Stored items:
──────────────────────────────

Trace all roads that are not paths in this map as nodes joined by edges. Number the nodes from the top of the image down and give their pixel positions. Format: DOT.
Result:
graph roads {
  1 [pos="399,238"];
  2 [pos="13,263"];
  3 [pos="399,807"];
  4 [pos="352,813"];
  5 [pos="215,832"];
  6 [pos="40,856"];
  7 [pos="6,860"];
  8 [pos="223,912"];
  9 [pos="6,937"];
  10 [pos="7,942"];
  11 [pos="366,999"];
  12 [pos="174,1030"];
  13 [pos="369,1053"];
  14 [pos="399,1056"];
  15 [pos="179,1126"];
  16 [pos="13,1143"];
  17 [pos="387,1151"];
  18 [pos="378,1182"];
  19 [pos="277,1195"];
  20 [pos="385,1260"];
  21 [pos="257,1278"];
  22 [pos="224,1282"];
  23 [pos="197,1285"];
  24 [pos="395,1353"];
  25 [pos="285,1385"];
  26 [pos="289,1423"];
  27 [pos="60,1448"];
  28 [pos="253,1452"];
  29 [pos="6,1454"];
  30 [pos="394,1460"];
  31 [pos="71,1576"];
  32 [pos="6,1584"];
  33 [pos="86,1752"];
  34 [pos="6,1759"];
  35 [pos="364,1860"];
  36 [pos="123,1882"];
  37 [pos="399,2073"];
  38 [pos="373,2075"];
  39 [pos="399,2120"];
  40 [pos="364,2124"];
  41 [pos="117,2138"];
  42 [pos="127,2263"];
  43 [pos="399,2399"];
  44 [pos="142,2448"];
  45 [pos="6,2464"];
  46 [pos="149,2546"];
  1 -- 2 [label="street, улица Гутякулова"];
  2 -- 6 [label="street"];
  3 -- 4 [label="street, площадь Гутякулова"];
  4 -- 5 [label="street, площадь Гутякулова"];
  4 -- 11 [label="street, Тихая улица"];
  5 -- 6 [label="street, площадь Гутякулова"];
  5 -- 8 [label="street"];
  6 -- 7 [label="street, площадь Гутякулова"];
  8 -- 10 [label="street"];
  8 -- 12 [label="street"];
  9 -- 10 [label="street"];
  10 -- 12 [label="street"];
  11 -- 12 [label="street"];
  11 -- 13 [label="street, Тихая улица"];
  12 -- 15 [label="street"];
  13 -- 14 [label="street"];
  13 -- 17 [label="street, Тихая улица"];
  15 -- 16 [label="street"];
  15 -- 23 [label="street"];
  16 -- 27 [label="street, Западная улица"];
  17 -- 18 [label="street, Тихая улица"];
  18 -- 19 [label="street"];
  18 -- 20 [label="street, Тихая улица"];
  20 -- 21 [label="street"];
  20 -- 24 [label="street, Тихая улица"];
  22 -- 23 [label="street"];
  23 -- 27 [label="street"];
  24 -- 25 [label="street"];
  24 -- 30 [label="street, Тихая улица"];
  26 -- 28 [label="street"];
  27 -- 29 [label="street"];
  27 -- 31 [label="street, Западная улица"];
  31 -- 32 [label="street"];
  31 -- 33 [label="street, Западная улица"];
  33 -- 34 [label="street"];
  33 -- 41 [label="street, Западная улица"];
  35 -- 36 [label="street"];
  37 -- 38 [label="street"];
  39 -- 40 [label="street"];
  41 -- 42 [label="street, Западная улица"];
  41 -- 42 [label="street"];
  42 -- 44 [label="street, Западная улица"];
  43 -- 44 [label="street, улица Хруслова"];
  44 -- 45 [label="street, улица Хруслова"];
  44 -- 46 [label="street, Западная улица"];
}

──────────────────────────────

[To do] Word for word, write out every entry shown above.

[Result for this task]
Trace all roads that are not paths in this map as nodes joined by edges. Number the nodes from the top of the image down and give their pixel positions. Format: DOT.
Result:
graph roads {
  1 [pos="399,238"];
  2 [pos="13,263"];
  3 [pos="399,807"];
  4 [pos="352,813"];
  5 [pos="215,832"];
  6 [pos="40,856"];
  7 [pos="6,860"];
  8 [pos="223,912"];
  9 [pos="6,937"];
  10 [pos="7,942"];
  11 [pos="366,999"];
  12 [pos="174,1030"];
  13 [pos="369,1053"];
  14 [pos="399,1056"];
  15 [pos="179,1126"];
  16 [pos="13,1143"];
  17 [pos="387,1151"];
  18 [pos="378,1182"];
  19 [pos="277,1195"];
  20 [pos="385,1260"];
  21 [pos="257,1278"];
  22 [pos="224,1282"];
  23 [pos="197,1285"];
  24 [pos="395,1353"];
  25 [pos="285,1385"];
  26 [pos="289,1423"];
  27 [pos="60,1448"];
  28 [pos="253,1452"];
  29 [pos="6,1454"];
  30 [pos="394,1460"];
  31 [pos="71,1576"];
  32 [pos="6,1584"];
  33 [pos="86,1752"];
  34 [pos="6,1759"];
  35 [pos="364,1860"];
  36 [pos="123,1882"];
  37 [pos="399,2073"];
  38 [pos="373,2075"];
  39 [pos="399,2120"];
  40 [pos="364,2124"];
  41 [pos="117,2138"];
  42 [pos="127,2263"];
  43 [pos="399,2399"];
  44 [pos="142,2448"];
  45 [pos="6,2464"];
  46 [pos="149,2546"];
  1 -- 2 [label="street, улица Гутякулова"];
  2 -- 6 [label="street"];
  3 -- 4 [label="street, площадь Гутякулова"];
  4 -- 5 [label="street, площадь Гутякулова"];
  4 -- 11 [label="street, Тихая улица"];
  5 -- 6 [label="street, площадь Гутякулова"];
  5 -- 8 [label="street"];
  6 -- 7 [label="street, площадь Гутякулова"];
  8 -- 10 [label="street"];
  8 -- 12 [label="street"];
  9 -- 10 [label="street"];
  10 -- 12 [label="street"];
  11 -- 12 [label="street"];
  11 -- 13 [label="street, Тихая улица"];
  12 -- 15 [label="street"];
  13 -- 14 [label="street"];
  13 -- 17 [label="street, Тихая улица"];
  15 -- 16 [label="street"];
  15 -- 23 [label="street"];
  16 -- 27 [label="street, Западная улица"];
  17 -- 18 [label="street, Тихая улица"];
  18 -- 19 [label="street"];
  18 -- 20 [label="street, Тихая улица"];
  20 -- 21 [label="street"];
  20 -- 24 [label="street, Тихая улица"];
  22 -- 23 [label="street"];
  23 -- 27 [label="street"];
  24 -- 25 [label="street"];
  24 -- 30 [label="street, Тихая улица"];
  26 -- 28 [label="street"];
  27 -- 29 [label="street"];
  27 -- 31 [label="street, Западная улица"];
  31 -- 32 [label="street"];
  31 -- 33 [label="street, Западная улица"];
  33 -- 34 [label="street"];
  33 -- 41 [label="street, Западная улица"];
  35 -- 36 [label="street"];
  37 -- 38 [label="street"];
  39 -- 40 [label="street"];
  41 -- 42 [label="street, Западная улица"];
  41 -- 42 [label="street"];
  42 -- 44 [label="street, Западная улица"];
  43 -- 44 [label="street, улица Хруслова"];
  44 -- 45 [label="street, улица Хруслова"];
  44 -- 46 [label="street, Западная улица"];
}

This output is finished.